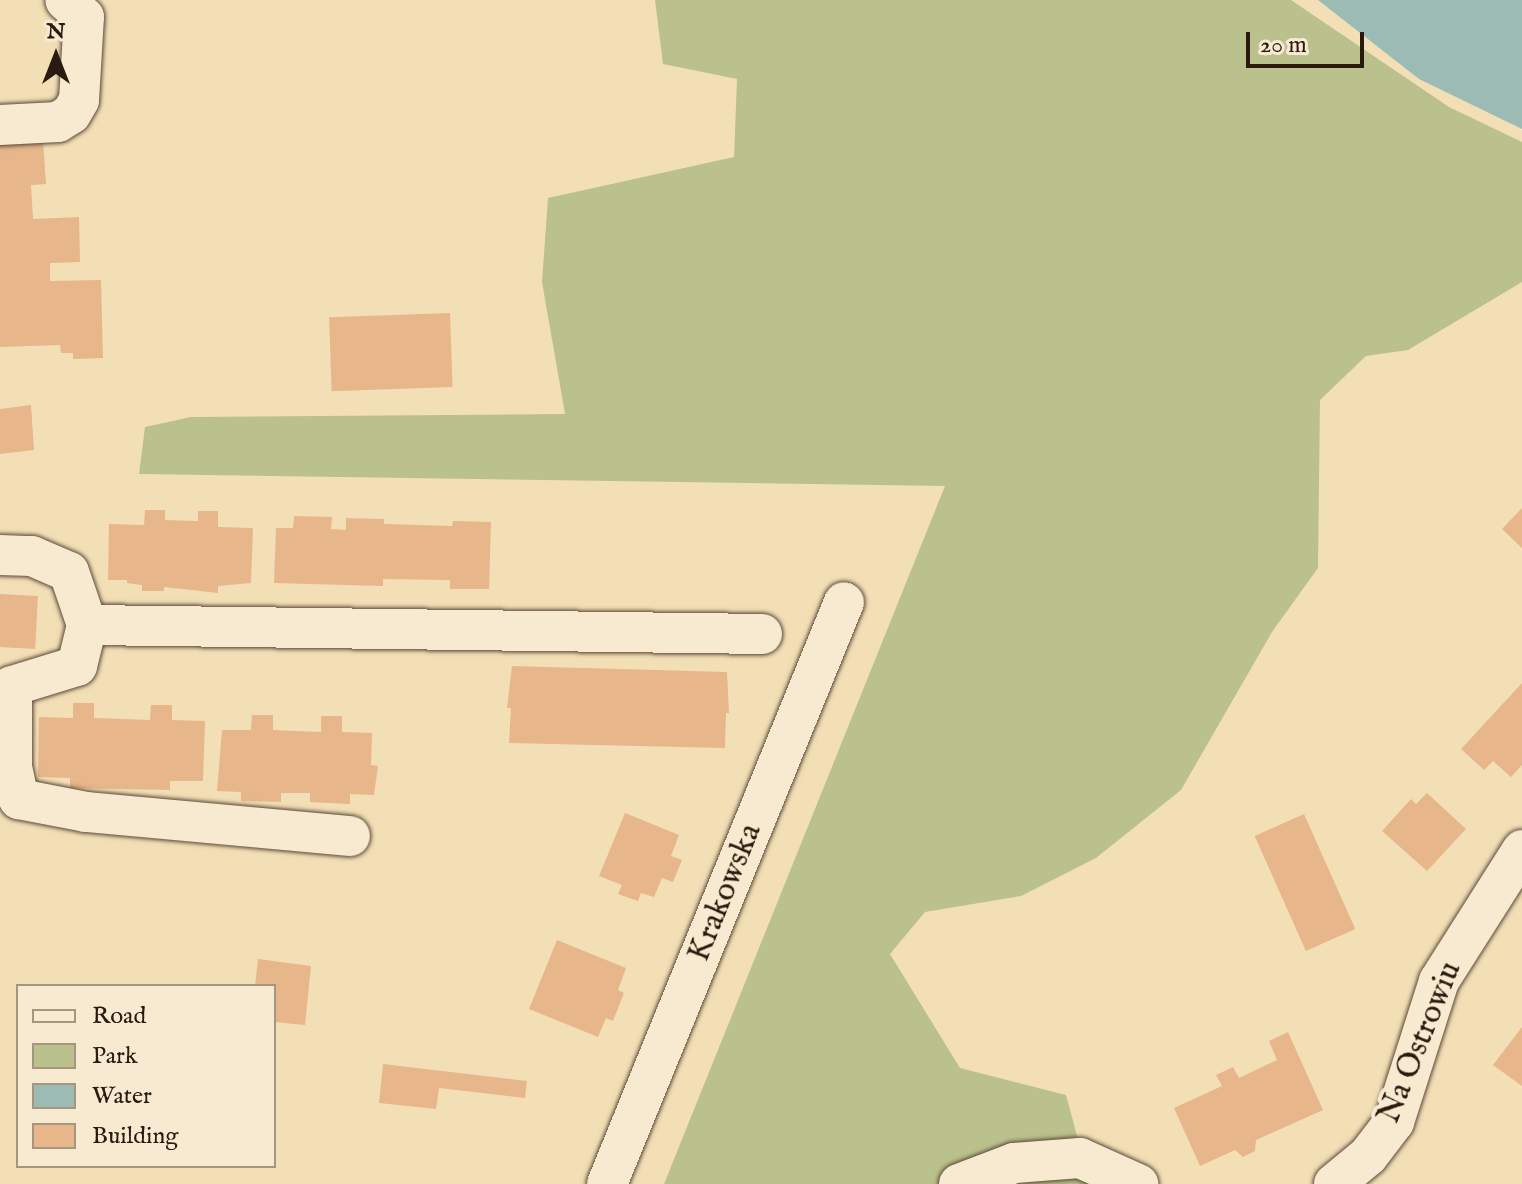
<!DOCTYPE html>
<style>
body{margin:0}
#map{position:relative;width:1522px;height:1184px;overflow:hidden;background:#f3dfb6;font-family:"IM FELL English",serif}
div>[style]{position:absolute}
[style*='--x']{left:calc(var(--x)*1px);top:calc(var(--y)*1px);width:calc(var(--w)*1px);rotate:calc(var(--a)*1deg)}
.green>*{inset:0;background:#bbc18d}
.water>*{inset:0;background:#9dbbb5}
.building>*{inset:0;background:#e7b68b;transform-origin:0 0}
.roads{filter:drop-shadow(0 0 2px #5c4a38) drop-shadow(0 0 2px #5c4a38)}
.minor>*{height:40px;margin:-20px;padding:0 20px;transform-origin:20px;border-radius:20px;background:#f7ead0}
span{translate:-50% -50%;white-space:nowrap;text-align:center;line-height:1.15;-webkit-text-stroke:8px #f7ead0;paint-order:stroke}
.street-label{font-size:32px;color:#29190e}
.legend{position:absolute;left:16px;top:984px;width:260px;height:184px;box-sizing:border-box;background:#f7ead0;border:2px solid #a59682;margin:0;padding:10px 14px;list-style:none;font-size:24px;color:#29190e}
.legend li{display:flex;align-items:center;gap:16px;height:40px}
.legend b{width:40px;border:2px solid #a59682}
.north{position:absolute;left:16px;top:16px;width:80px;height:80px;-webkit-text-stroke:6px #f7ead0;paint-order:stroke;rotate:0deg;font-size:22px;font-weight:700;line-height:32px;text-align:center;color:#29190e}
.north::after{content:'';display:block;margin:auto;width:28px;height:36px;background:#29190e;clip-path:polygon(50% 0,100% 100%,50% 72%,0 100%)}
.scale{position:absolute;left:1246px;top:32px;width:118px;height:36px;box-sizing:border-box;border:4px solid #29190e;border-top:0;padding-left:10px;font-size:24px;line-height:28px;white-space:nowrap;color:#29190e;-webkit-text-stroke:6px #f7ead0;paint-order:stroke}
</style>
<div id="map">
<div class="green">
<i style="clip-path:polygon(655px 0,1291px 0,1449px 107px,1522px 142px,1522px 282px,1408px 350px,1366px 356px,1320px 400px,1318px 568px,1272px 632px,1181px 790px,1096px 858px,1021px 896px,925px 912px,890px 954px,960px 1068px,1066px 1095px,1090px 1184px,664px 1184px,945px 486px,139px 474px,145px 427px,191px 417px,565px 414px,542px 282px,548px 198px,734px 157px,737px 79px,663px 64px)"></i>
</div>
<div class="water">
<i style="clip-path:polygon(1318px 0,1522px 0,1522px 129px,1419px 79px)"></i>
</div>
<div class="building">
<i style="clip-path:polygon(43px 139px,46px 184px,31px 185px,33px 219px,79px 217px,80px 262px,50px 263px,50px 281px,101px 280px,103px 358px,73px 359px,73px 353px,61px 353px,60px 345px,0 347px,0 141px)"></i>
<i style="left:450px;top:313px;width:74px;height:121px;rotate:88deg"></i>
<i style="clip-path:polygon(31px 405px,34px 450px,0 454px,0 409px)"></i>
<i style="clip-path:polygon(1522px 508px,1522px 548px,1502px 529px)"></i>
<i style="clip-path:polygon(145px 510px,165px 510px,165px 520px,198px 521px,198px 511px,218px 511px,218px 527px,253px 528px,251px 583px,218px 586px,218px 593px,164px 587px,164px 591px,142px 591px,142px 585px,127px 583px,127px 580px,108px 580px,109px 524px,144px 525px)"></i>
<i style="clip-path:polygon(294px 516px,332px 517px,331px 529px,346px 530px,346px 518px,384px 519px,384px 524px,452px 526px,453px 521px,491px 522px,489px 589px,450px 589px,450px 580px,383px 579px,383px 586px,274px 583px,276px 528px,293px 528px)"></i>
<i style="left:0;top:594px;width:38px;height:53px;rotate:3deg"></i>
<i style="clip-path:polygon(512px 666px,727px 672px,729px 713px,726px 713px,725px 748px,509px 743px,511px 708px,507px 708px)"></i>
<i style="clip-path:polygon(1522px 683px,1522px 765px,1511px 777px,1493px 761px,1484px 770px,1461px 749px)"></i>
<i style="clip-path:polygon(73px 703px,94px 703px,94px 718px,150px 720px,151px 705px,172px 705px,172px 720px,205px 721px,203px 781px,170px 781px,170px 790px,70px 788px,70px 778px,38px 777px,39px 717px,73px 718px)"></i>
<i style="clip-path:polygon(252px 715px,273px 715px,273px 730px,321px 732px,321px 716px,342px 716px,342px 732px,372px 733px,371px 765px,378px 766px,374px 795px,350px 794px,350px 804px,310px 802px,310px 793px,281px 793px,281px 802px,241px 801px,241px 792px,217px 791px,222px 730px,251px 730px)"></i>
<i style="clip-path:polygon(1427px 793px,1466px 829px,1427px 871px,1382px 831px,1411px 799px,1416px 804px)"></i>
<i style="clip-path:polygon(625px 813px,679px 835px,671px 856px,682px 860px,673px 882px,662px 878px,654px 897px,641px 893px,638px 901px,618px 894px,622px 885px,599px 876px)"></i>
<i style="left:1304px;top:814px;width:126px;height:54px;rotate:66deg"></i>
<i style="clip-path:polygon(557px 940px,626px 968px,618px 990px,624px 993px,613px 1021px,606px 1018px,598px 1037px,529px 1009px)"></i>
<i style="clip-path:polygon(258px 959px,311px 966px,305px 1025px,274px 1022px,274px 986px,255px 986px)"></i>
<i style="clip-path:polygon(1522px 1027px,1522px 1086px,1493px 1065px)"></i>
<i style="clip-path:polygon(1288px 1032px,1323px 1110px,1256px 1140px,1255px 1151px,1243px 1157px,1235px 1150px,1200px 1166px,1174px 1108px,1222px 1086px,1216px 1075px,1233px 1067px,1239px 1078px,1277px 1060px,1269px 1041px)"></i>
<i style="clip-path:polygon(383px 1064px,527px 1081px,525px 1098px,439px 1088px,436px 1109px,379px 1103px)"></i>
</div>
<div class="roads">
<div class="minor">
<i style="--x:0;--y:125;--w:58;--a:-3"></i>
<i style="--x:58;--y:122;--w:15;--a:-32"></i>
<i style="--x:71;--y:114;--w:16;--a:-60"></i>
<i style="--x:79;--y:100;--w:83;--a:-86.6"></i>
<i style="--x:84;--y:17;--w:25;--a:-138"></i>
<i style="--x:0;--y:555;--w:32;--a:2"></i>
<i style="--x:32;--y:556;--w:40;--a:23.4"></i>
<i style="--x:69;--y:572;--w:56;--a:71.2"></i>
<i style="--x:87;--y:625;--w:675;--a:0.76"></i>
<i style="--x:87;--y:625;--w:42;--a:103.7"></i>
<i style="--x:77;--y:666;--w:68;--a:162.9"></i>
<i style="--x:12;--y:686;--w:81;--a:90"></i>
<i style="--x:12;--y:767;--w:33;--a:78"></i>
<i style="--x:19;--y:799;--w:68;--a:11"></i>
<i style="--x:86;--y:812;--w:265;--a:5.2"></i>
<i style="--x:607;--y:1184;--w:628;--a:-67.84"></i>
<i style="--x:959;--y:1184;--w:59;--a:-20.9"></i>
<i style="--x:1014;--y:1163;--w:66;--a:-4.3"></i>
<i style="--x:1080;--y:1158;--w:64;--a:24.1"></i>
<i style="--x:1334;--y:1184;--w:44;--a:-39.5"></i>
<i style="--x:1368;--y:1156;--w:43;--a:-52.6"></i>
<i style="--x:1394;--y:1122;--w:148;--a:-72.3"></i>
<i style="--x:1439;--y:981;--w:155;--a:-57.6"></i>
</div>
</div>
<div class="street-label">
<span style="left:726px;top:893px;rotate:-68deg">Krakowska</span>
<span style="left:1421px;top:1043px;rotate:-68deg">Na Ostrowiu</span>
</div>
<ul class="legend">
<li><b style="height:10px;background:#f7ead0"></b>Road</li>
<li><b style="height:22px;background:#bbc18d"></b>Park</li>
<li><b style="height:22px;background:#9dbbb5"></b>Water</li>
<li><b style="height:22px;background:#e7b68b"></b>Building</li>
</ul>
<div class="north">N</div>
<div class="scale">20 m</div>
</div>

_ _ _ _

§ **TASK DIRECTIONS**
The line containing "2px #5c4a38) drop-shadow(0" marks the end: retype every line from the first one in the listing up to and including it, without pictures.

§ **REPLY TO THE EXERCISE**
<!DOCTYPE html>
<style>
body{margin:0}
#map{position:relative;width:1522px;height:1184px;overflow:hidden;background:#f3dfb6;font-family:"IM FELL English",serif}
div>[style]{position:absolute}
[style*='--x']{left:calc(var(--x)*1px);top:calc(var(--y)*1px);width:calc(var(--w)*1px);rotate:calc(var(--a)*1deg)}
.green>*{inset:0;background:#bbc18d}
.water>*{inset:0;background:#9dbbb5}
.building>*{inset:0;background:#e7b68b;transform-origin:0 0}
.roads{filter:drop-shadow(0 0 2px #5c4a38) drop-shadow(0 0 2px #5c4a38)}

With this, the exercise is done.